ECMAN ist eine permanente Einrichtung - vorerst für sechs Jahre mit der Option einer weiteren Verlängerung von sechs Jahren - unter personeller und finanzieller Beteiligung von Deutschland, Finnland, Irland, Italien, Schweden und Tschechien. Das Zentrum für Handentschärfung formierte sich am 1. Jänner 2018 und die Implementierung erfolgte am 20. Februar 2018 in einer internationalen Veranstaltung mit hochrangigen Gästen aller teilnehmenden Mitgliedstaaten, weiteren internationalen Teilnehmern und der EDA.

Der Gesamtwert des Projektes beträgt für die Dauer von sechs Jahren 11,685 Mio. Euro.
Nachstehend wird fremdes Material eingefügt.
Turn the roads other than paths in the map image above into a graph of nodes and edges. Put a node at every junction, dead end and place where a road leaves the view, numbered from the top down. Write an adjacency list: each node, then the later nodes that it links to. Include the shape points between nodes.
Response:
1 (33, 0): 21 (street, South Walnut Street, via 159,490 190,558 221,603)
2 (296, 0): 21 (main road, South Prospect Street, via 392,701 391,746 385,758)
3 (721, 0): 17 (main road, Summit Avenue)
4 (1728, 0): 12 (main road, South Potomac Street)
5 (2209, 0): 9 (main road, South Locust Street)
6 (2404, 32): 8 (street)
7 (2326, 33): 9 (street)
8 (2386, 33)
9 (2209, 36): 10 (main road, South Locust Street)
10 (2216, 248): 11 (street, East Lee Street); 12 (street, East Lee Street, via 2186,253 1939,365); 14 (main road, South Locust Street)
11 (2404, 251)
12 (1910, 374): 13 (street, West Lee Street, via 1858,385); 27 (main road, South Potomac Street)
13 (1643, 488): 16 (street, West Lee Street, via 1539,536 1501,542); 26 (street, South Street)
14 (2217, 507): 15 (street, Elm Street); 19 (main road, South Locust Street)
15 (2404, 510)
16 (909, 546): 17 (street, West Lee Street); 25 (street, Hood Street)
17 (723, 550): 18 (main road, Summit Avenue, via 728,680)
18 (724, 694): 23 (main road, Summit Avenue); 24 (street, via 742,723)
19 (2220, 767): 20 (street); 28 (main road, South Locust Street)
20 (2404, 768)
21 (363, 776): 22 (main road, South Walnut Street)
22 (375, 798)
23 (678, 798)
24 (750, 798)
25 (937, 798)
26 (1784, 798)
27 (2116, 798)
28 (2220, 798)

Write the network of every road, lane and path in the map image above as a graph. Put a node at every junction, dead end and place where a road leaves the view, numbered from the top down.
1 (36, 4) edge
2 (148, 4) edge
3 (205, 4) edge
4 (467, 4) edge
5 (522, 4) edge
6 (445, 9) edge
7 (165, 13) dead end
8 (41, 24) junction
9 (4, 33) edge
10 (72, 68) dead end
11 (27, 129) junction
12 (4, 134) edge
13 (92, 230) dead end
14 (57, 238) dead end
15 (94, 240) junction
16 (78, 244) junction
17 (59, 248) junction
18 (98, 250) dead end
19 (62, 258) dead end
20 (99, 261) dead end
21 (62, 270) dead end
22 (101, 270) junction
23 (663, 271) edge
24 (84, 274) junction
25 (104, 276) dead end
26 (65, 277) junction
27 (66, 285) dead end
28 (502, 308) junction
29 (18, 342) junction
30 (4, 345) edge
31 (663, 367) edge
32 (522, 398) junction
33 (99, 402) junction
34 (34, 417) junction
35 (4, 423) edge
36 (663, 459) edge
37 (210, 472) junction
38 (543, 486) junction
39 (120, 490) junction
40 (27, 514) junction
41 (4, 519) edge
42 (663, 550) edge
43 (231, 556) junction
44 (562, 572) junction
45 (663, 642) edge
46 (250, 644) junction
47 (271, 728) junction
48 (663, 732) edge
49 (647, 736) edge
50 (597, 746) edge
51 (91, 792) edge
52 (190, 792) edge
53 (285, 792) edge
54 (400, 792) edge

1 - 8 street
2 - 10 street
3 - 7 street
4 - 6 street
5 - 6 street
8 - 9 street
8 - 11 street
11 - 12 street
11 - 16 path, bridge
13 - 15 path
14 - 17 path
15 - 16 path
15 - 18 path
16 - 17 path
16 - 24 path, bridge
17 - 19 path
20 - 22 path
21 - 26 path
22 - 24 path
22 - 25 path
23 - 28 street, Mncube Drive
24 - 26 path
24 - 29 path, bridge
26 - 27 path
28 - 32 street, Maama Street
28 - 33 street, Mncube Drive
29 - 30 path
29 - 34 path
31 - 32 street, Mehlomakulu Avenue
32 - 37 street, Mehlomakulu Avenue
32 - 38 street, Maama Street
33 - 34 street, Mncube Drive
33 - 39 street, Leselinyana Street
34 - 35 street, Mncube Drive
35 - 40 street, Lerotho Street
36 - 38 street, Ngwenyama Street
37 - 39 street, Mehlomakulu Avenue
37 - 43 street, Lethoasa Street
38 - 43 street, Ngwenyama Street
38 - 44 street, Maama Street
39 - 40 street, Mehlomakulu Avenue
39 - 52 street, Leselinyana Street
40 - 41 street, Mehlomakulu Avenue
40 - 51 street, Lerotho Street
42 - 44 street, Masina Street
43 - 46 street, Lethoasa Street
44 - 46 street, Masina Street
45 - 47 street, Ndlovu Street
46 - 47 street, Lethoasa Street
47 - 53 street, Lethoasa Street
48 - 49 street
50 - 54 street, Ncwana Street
Der Anspruch an ECMAN ist hoch und definiert sich wie folgt: “The ECMAN level of ambition is to be the International Reference within Manual Neutralisation (MN) Capabilities.” Diese Ambition ist bereits der erste markante Unterschied zu MNT C&E. Der Fokus von MNT C&E beschränkte sich auf die Durchführung von komplexen Kursen und vielschichtigen Übungen für bereits qualifiziertes Personal, um die Fähigkeit MNT-Operator zu erlangen. Der qualitative Fortschritt und der erhöhte Anspruch von ECMAN wird in der Kooperationsvereinbarung im folgendem Zitat angeführt: “ECMAN develops MN capabilities ranging from trained MN-personnel (able to neutralise IEDs, including those with a CBRN payload) up to a MN evaluator reflecting the consolidated knowledge of the whole range of available equipment, techniques and procedures. This provides additional benefits in areas of efficiency, cost effectiveness, interoperability, and standardisation.”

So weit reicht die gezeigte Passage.